A proper way to load player orientation?

Greetings. I currently have a system that saves the current player worldOrientation in a external .sav file.
It’s all nice and dandy (converted matrix in to a list).

My question is. What would be the proper way to load it and set the player orientation to match this value?
I have studied and read https://sites.google.com/site/socialstorage/orientationmatrix-basics
and according to that, just setting the orientation might cause the mesh to deform.

Is there something I should take to account with this? I managed to crash my game once already while testing my game and I wonder if this might be the cause.

I believe if you set all of the cells of the matrix you shouldn’t get distortion. EDIT: since you’re parsing the matrix into list before saving, make sure you parse it back to matrix properly before assigning it to player orientation. Could be why you get errors.

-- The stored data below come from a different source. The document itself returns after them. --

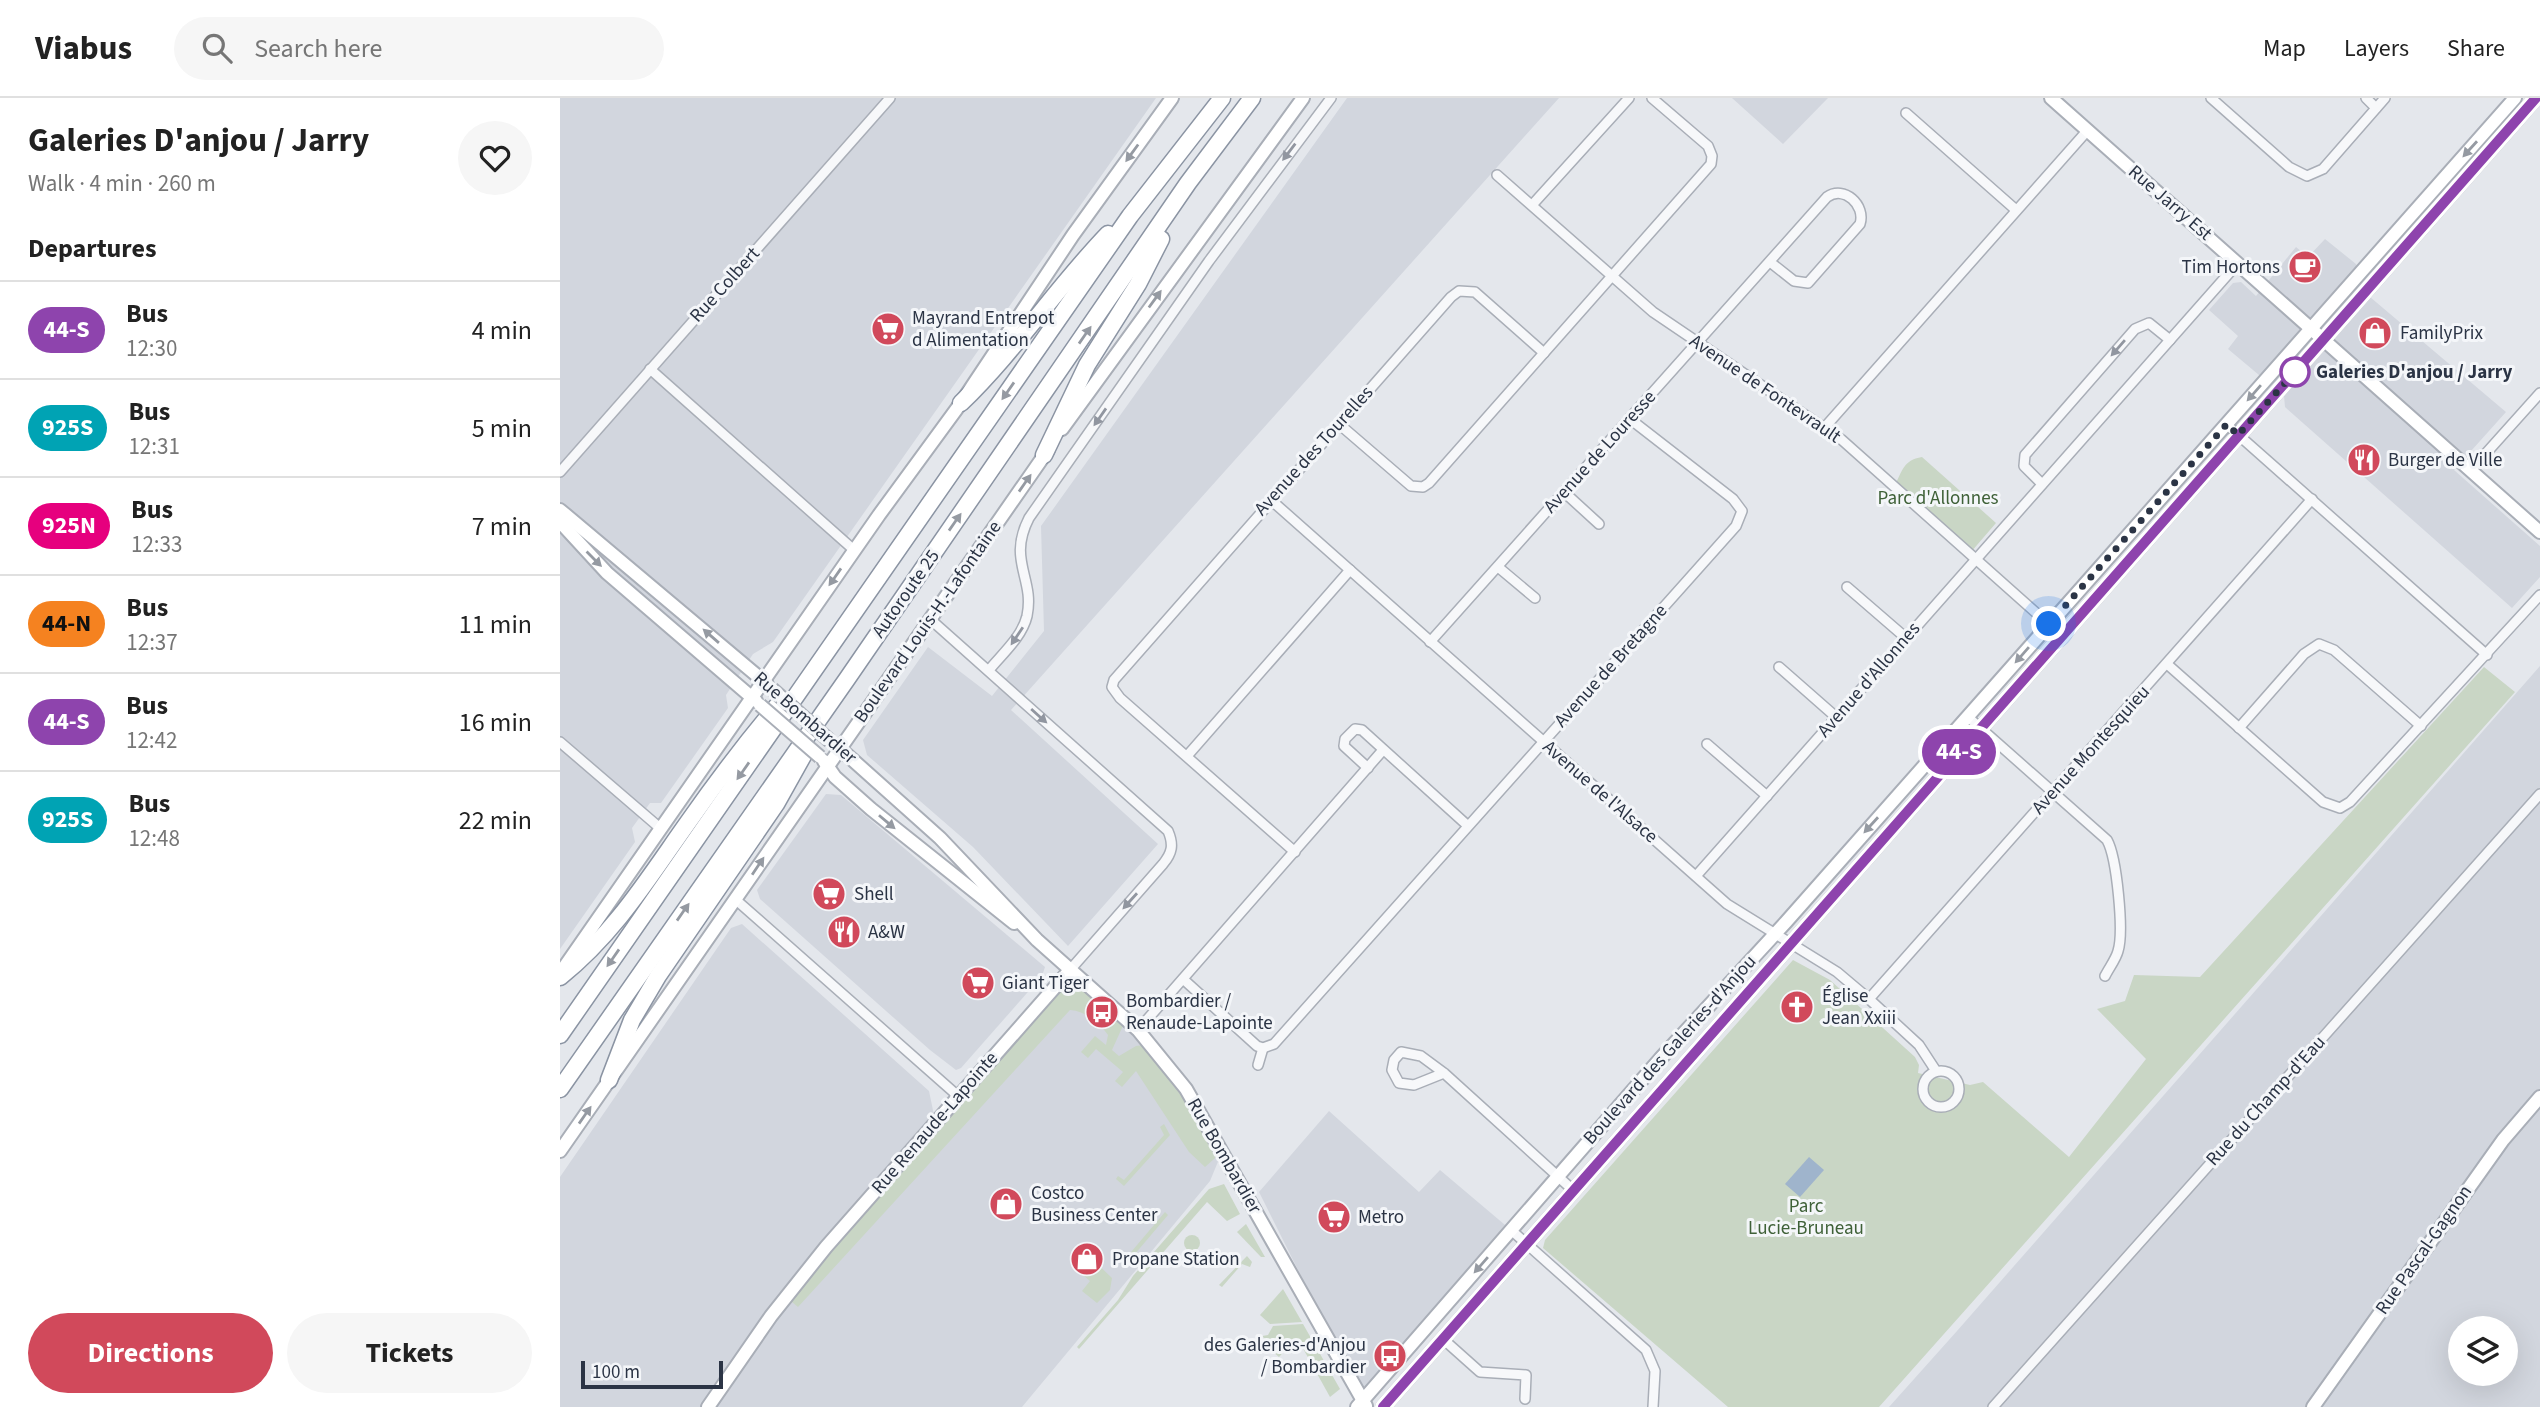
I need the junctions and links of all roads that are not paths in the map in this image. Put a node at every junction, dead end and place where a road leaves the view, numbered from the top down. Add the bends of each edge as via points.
1 (890, 98) edge
2 (1172, 98) edge
3 (1222, 98) edge
4 (1252, 98) edge
5 (1303, 98) edge
6 (1331, 98) edge
7 (1629, 98) edge
8 (1652, 98) edge
9 (2051, 98) edge
10 (2211, 98) edge
11 (2366, 98) edge
12 (2385, 98) edge
13 (2515, 98) edge
14 (2536, 98) edge
15 (2376, 108) junction
16 (1906, 113) dead end
17 (2087, 131) junction
18 (1497, 175) dead end
19 (1188, 183) junction
20 (1146, 195) junction
21 (1533, 204) junction
22 (2016, 210) junction
23 (1770, 262) junction
24 (2238, 263) junction
25 (1613, 276) junction
26 (2311, 329) junction
27 (2323, 339) junction
28 (2170, 340) junction
29 (1697, 344) junction
30 (1544, 353) junction
31 (650, 369) junction
32 (2540, 393) edge
33 (961, 403) junction
34 (1630, 419) junction
35 (1339, 424) junction
36 (2227, 424) junction
37 (1825, 427) junction
38 (2238, 435) junction
39 (1044, 455) junction
40 (2471, 470) junction
41 (560, 472) edge
42 (2042, 484) junction
43 (1564, 492) junction
44 (2312, 499) junction
45 (1271, 500) junction
46 (560, 510) edge
47 (560, 522) edge
48 (1599, 524) dead end
49 (2540, 532) edge
50 (854, 550) junction
51 (1975, 559) junction
52 (1498, 567) junction
53 (1350, 570) junction
54 (1847, 587) dead end
55 (2540, 595) edge
56 (1535, 598) dead end
57 (852, 615) junction
58 (930, 619) junction
59 (2049, 624) junction
60 (2061, 635) junction
61 (1906, 638) junction
62 (1430, 642) junction
63 (2487, 655) junction
64 (2167, 664) junction
65 (1779, 667) dead end
66 (989, 670) junction
67 (847, 679) junction
68 (767, 685) junction
69 (756, 701) junction
70 (1836, 716) junction
71 (1968, 717) junction
72 (2421, 726) junction
73 (1980, 728) junction
74 (2239, 728) junction
75 (1542, 742) junction
76 (560, 743) edge
77 (1707, 744) dead end
78 (835, 745) junction
79 (1383, 750) junction
80 (1187, 756) junction
81 (824, 761) junction
82 (1368, 768) junction
83 (2053, 792) junction
84 (2540, 794) edge
85 (1767, 796) junction
86 (1467, 825) junction
87 (660, 828) junction
88 (1295, 852) junction
89 (1696, 876) junction
90 (735, 899) junction
91 (1774, 934) junction
92 (1037, 940) junction
93 (1789, 943) junction
94 (1070, 970) junction
95 (560, 975) edge
96 (2105, 976) dead end
97 (1183, 979) junction
98 (1868, 999) junction
99 (1138, 1030) junction
100 (560, 1035) edge
101 (1263, 1048) junction
102 (1661, 1058) junction
103 (1258, 1065) dead end
104 (1936, 1071) junction
105 (1444, 1073) junction
106 (1678, 1073) junction
107 (609, 1080) junction
108 (560, 1089) edge
109 (958, 1096) junction
110 (2540, 1097) edge
111 (560, 1151) edge
112 (1558, 1177) junction
113 (1574, 1191) junction
114 (1511, 1230) junction
115 (1527, 1244) junction
116 (1443, 1339) junction
117 (1525, 1399) dead end
118 (1362, 1405) edge
119 (708, 1407) edge
120 (1383, 1407) edge
121 (1653, 1407) edge
122 (1993, 1407) edge
123 (2313, 1407) edge

1 - 31 street, Rue Colbert
2 -> 33 street via 1028,299
3 - 20 highway, Autoroute 25
4 - 19 highway, Autoroute 25
39 -> 5 street, Boulevard Louis-H.-Lafontaine
6 -> 66 street, Boulevard Louis-H.-Lafontaine via 1209,261 1029,518 1019,552 1027,615 1017,637
7 - 21 street
8 - 25 street via 1704,142 1712,156 1706,170
9 - 17 street, Rue Jarry Est
10 - 15 street via 2289,167 2307,176 2323,169
11 - 15 street
12 - 15 street
13 -> 26 street, Boulevard des Galeries-d'Anjou
14 - 27 street, Boulevard des Galeries-d'Anjou
16 - 22 street
17 - 22 street
17 - 24 street, Rue Jarry Est
18 - 21 street, Avenue de Fontevrault
19 - 39 highway via 1138,284 1087,365
67 -> 19 highway, Autoroute 25
20 - 33 highway via 1069,274 998,368
20 -> 57 highway, Autoroute 25
21 - 25 street, Avenue de Fontevrault
22 - 37 street
23 - 23 street, Avenue de Louresse via 1830,195 1843,194 1858,206 1860,224 1808,283 1794,281
23 - 29 street, Avenue de Louresse
24 - 26 street, Rue Jarry Est
24 - 28 street, Avenue d'Allonnes
25 - 29 street, Avenue de Fontevrault
25 - 30 street
26 - 27 street, Rue Jarry Est
26 -> 36 street, Boulevard des Galeries-d'Anjou
27 - 38 street, Boulevard des Galeries-d'Anjou
27 - 40 street, Rue Jarry Est
28 - 42 street, Avenue d'Allonnes
28 -> 42 street via 2149,323 2135,329 2025,455 2024,466
29 - 34 street, Avenue de Louresse
29 - 37 street, Avenue de Fontevrault
30 - 35 street, Avenue des Tourelles via 1475,292 1459,291
30 - 35 street via 1423,487 1406,482
31 - 41 street, Rue Colbert
31 - 50 street
32 - 40 street
33 - 50 street
34 - 43 street, Avenue de Louresse
34 - 75 street, Avenue de Bretagne via 1733,499 1742,511 1740,519
35 - 45 street, Avenue des Tourelles
36 - 38 street
36 - 59 street, Boulevard des Galeries-d'Anjou
37 - 51 street, Avenue de Fontevrault
38 - 44 street
38 - 60 street, Boulevard des Galeries-d'Anjou
58 -> 39 street, Boulevard Louis-H.-Lafontaine
40 - 49 street, Rue Jarry Est
42 - 51 street, Avenue d'Allonnes
43 - 48 street
43 - 52 street, Avenue de Louresse
44 - 63 street
44 - 64 street, Avenue Montesquieu
45 - 53 street, Avenue de l'Alsace
45 - 80 street, Avenue des Tourelles via 1114,680 1112,687 1120,698
68 -> 46 street, Rue Bombardier
47 -> 69 street, Rue Bombardier via 607,573
50 -> 68 street
51 - 59 street, Avenue de Fontevrault
51 - 61 street, Avenue d'Allonnes
52 - 56 street
52 - 62 street, Avenue de Louresse
53 - 62 street, Avenue de l'Alsace
53 - 80 street
54 - 61 street
55 - 63 street
57 - 95 highway via 725,769 593,951
57 -> 100 highway, Autoroute 25
58 - 66 street
58 - 78 street, Boulevard Louis-H.-Lafontaine
59 - 60 street, Avenue de Fontevrault
59 -> 71 street, Boulevard des Galeries-d'Anjou
60 - 73 street, Boulevard des Galeries-d'Anjou
61 - 70 street, Avenue d'Allonnes
62 - 75 street, Avenue de l'Alsace
63 - 72 street
64 - 74 street
64 - 83 street, Avenue Montesquieu
65 - 70 street
66 -> 94 street, Rue Renaude-Lapointe via 1168,831 1172,848 1163,864
67 - 107 highway via 776,804 632,1020
108 -> 67 highway, Autoroute 25
68 - 69 street
68 - 78 street, Rue Bombardier, bridge
69 - 81 street, Rue Bombardier, bridge
69 - 87 street
70 - 85 street, Avenue d'Allonnes
71 - 73 street
71 -> 91 street, Boulevard des Galeries-d'Anjou
72 - 74 street via 2350,802 2336,809
72 - 74 street via 2334,650 2319,644 2304,654
73 - 83 street
73 - 93 street, Boulevard des Galeries-d'Anjou
75 - 86 street, Avenue de Bretagne
75 - 89 street, Avenue de l'Alsace
76 - 87 street
77 - 85 street
78 - 81 street, Boulevard Louis-H.-Lafontaine
78 - 92 street, Rue Bombardier via 966,863
79 - 82 street
79 - 82 street via 1358,728 1345,739 1346,748
79 - 86 street
80 - 88 street
90 -> 81 street, Boulevard Louis-H.-Lafontaine
81 -> 92 street, Rue Bombardier via 871,809
82 - 88 street
83 - 96 street via 2107,840 2114,852 2119,949
83 - 98 street, Avenue Montesquieu
84 - 122 street, Rue du Champ-d'Eau
85 - 89 street, Avenue d'Allonnes
86 - 101 street, Avenue de Bretagne via 1274,1044
87 - 95 street
88 - 97 street
89 - 91 street, Avenue de l'Alsace via 1727,904
90 - 107 street, Boulevard Louis-H.-Lafontaine
90 - 109 street
91 - 93 street, Avenue de l'Alsace
91 - 102 street, Boulevard des Galeries-d'Anjou
92 - 94 street, Rue Bombardier
93 - 98 street, Avenue de l'Alsace via 1836,972
93 - 106 street, Boulevard des Galeries-d'Anjou
94 - 99 street, Rue Bombardier
94 - 109 street, Rue Renaude-Lapointe
97 - 99 street
97 - 101 street
98 - 104 street, Avenue de l'Alsace via 1919,1045
99 - 118 street, Rue Bombardier via 1186,1089
101 - 103 street
102 - 106 street
102 - 112 street, Boulevard des Galeries-d'Anjou
104 - 104 street, Avenue de l'Alsace via 1927,1078 1924,1094 1936,1106 1947,1106 1957,1099 1957,1081 1949,1072
105 - 105 street via 1410,1051 1398,1056 1392,1070 1399,1083 1408,1085
105 - 112 street
106 - 113 street, Boulevard des Galeries-d'Anjou
111 -> 107 street, Boulevard Louis-H.-Lafontaine
109 - 119 street, Rue Renaude-Lapointe via 801,1277
110 - 123 street, Rue Pascal-Gagnon via 2502,1140
112 - 113 street
112 - 114 street, Boulevard des Galeries-d'Anjou
113 - 115 street, Boulevard des Galeries-d'Anjou
114 - 115 street
114 -> 118 street, Boulevard des Galeries-d'Anjou
115 - 116 street, Boulevard des Galeries-d'Anjou
115 - 121 street via 1650,1355 1655,1371
116 - 117 street via 1480,1372 1526,1375
116 - 120 street, Boulevard des Galeries-d'Anjou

Or if you want to play safe you could always store and set the orientation in euler.


#Saving
def getPlayerOrientation():
    return player.localOrientation.to_euler()

orientation = getPlayerOrientation()
Save("PlayerOrientation", orientation) #however you save it


#Loading
def setPlayerOrientation(xyz):
    player.localOrientation = xyz

orientation = ReadSave("PlayerOrientation") #again however you read the save
setPlayerOrientation(orientation)

EDIT: to_euler() is a matrix function so you can also call it for your saved orientation matrix just before assigning the player orientation if you want to change your save/load system as little as possible.

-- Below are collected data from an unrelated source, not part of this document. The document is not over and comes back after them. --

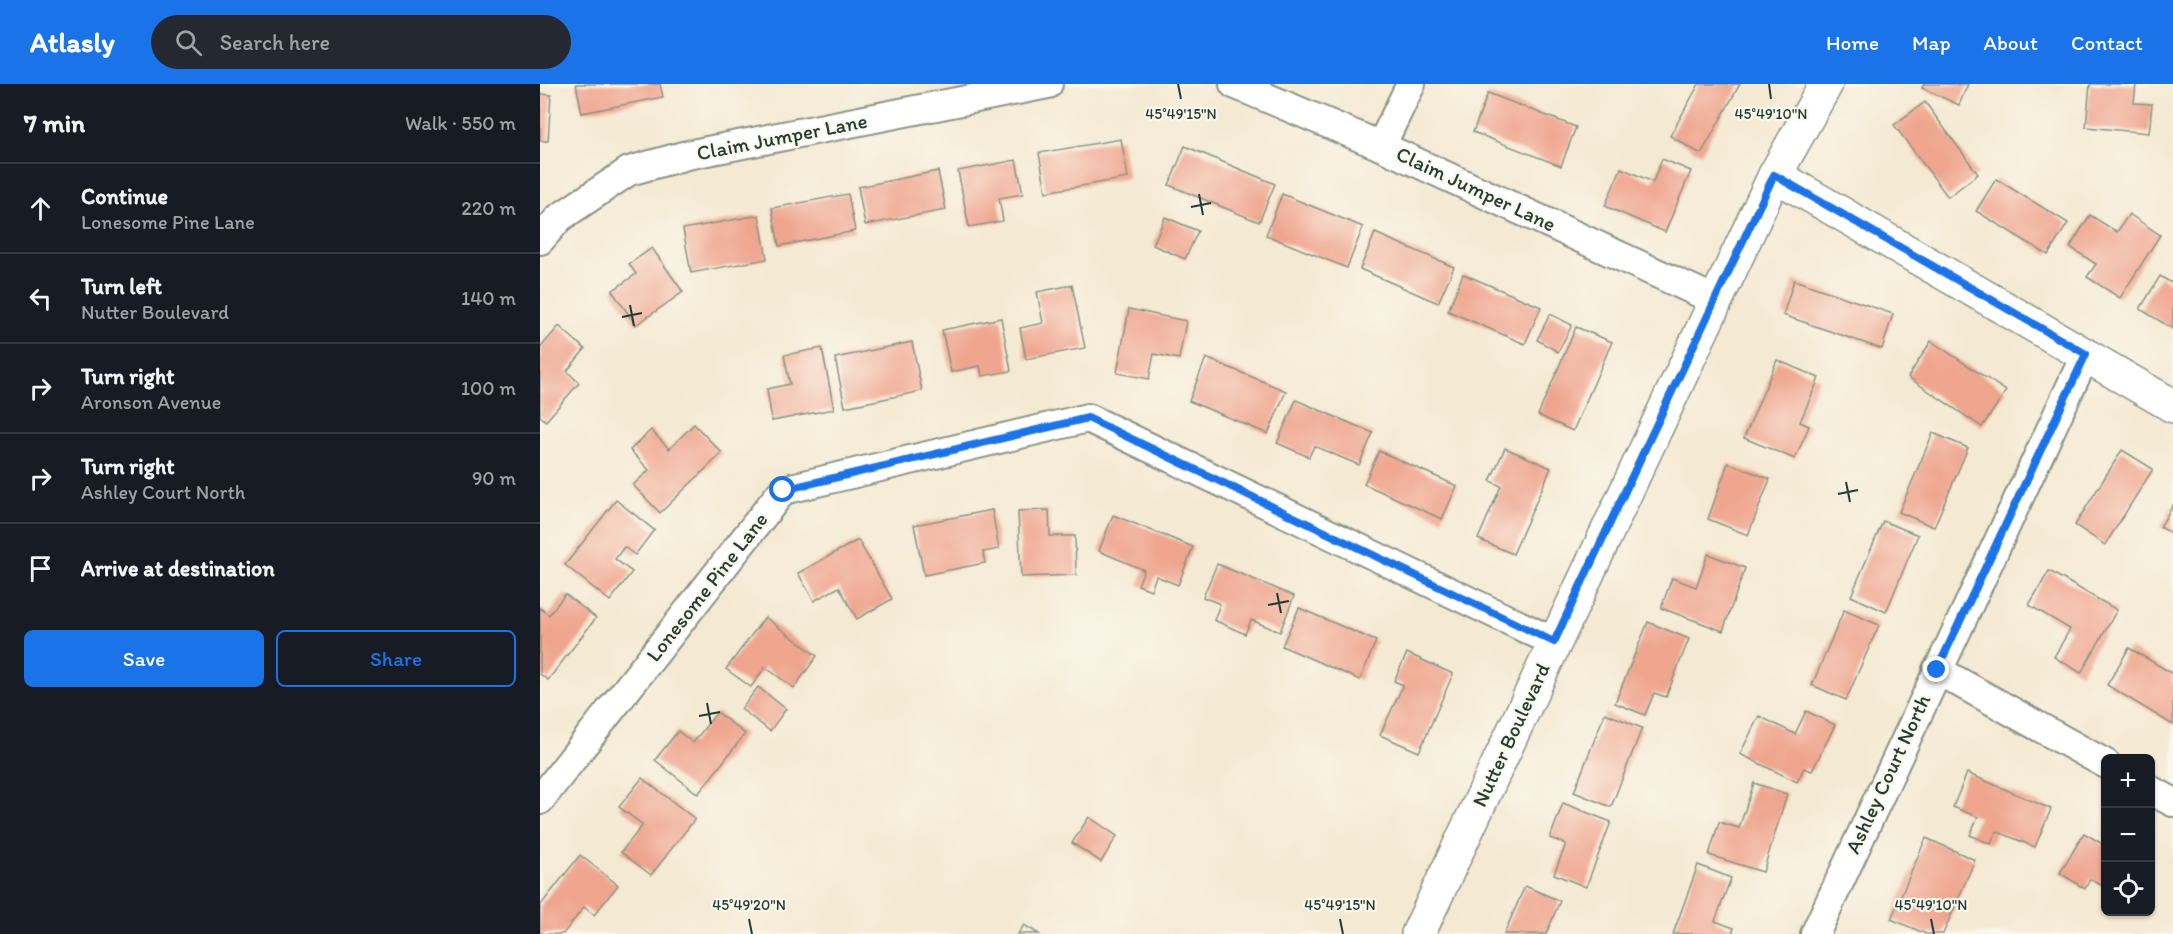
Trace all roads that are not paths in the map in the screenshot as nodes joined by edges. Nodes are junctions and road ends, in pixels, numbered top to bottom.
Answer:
1 (1048, 84) edge
2 (1234, 84) edge
3 (1411, 84) edge
4 (1826, 84) edge
5 (1381, 146) junction
6 (1774, 175) junction
7 (540, 240) edge
8 (1715, 300) junction
9 (2086, 354) junction
10 (2173, 406) edge
11 (1554, 642) junction
12 (1937, 670) junction
13 (2101, 761) edge
14 (2155, 792) edge
15 (540, 800) edge
16 (2173, 802) edge
17 (1418, 934) edge
18 (1815, 934) edge

1 - 7 street, Claim Jumper Lane
2 - 5 street, Claim Jumper Lane
3 - 5 street
4 - 6 street, Nutter Boulevard
5 - 8 street, Claim Jumper Lane
6 - 8 street, Nutter Boulevard
6 - 9 street
8 - 11 street, Nutter Boulevard
9 - 10 street
9 - 12 street, Ashley Court North
11 - 15 street, Lonesome Pine Lane
11 - 17 street, Nutter Boulevard
12 - 13 street
12 - 18 street, Ashley Court North
14 - 16 street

It is no problem to store/restore the 3x3 part of the matrix as long as you do not skip or modify a term. The 3x3 part includes orientation and scale.

You can include the translation (position) by storing/restoring the complete transformation matrix which is a 4x4. You get and set it with KX_GameObject.worldTransform (without -ation).

I suggest you see the matrix as a whole. Avoid to modify just parts of it. I guess that is what the article is warning you about. If you set and get all terms at once you should be fairly save.

Oh… makes sure you do not create a transposed matrix on restore ;).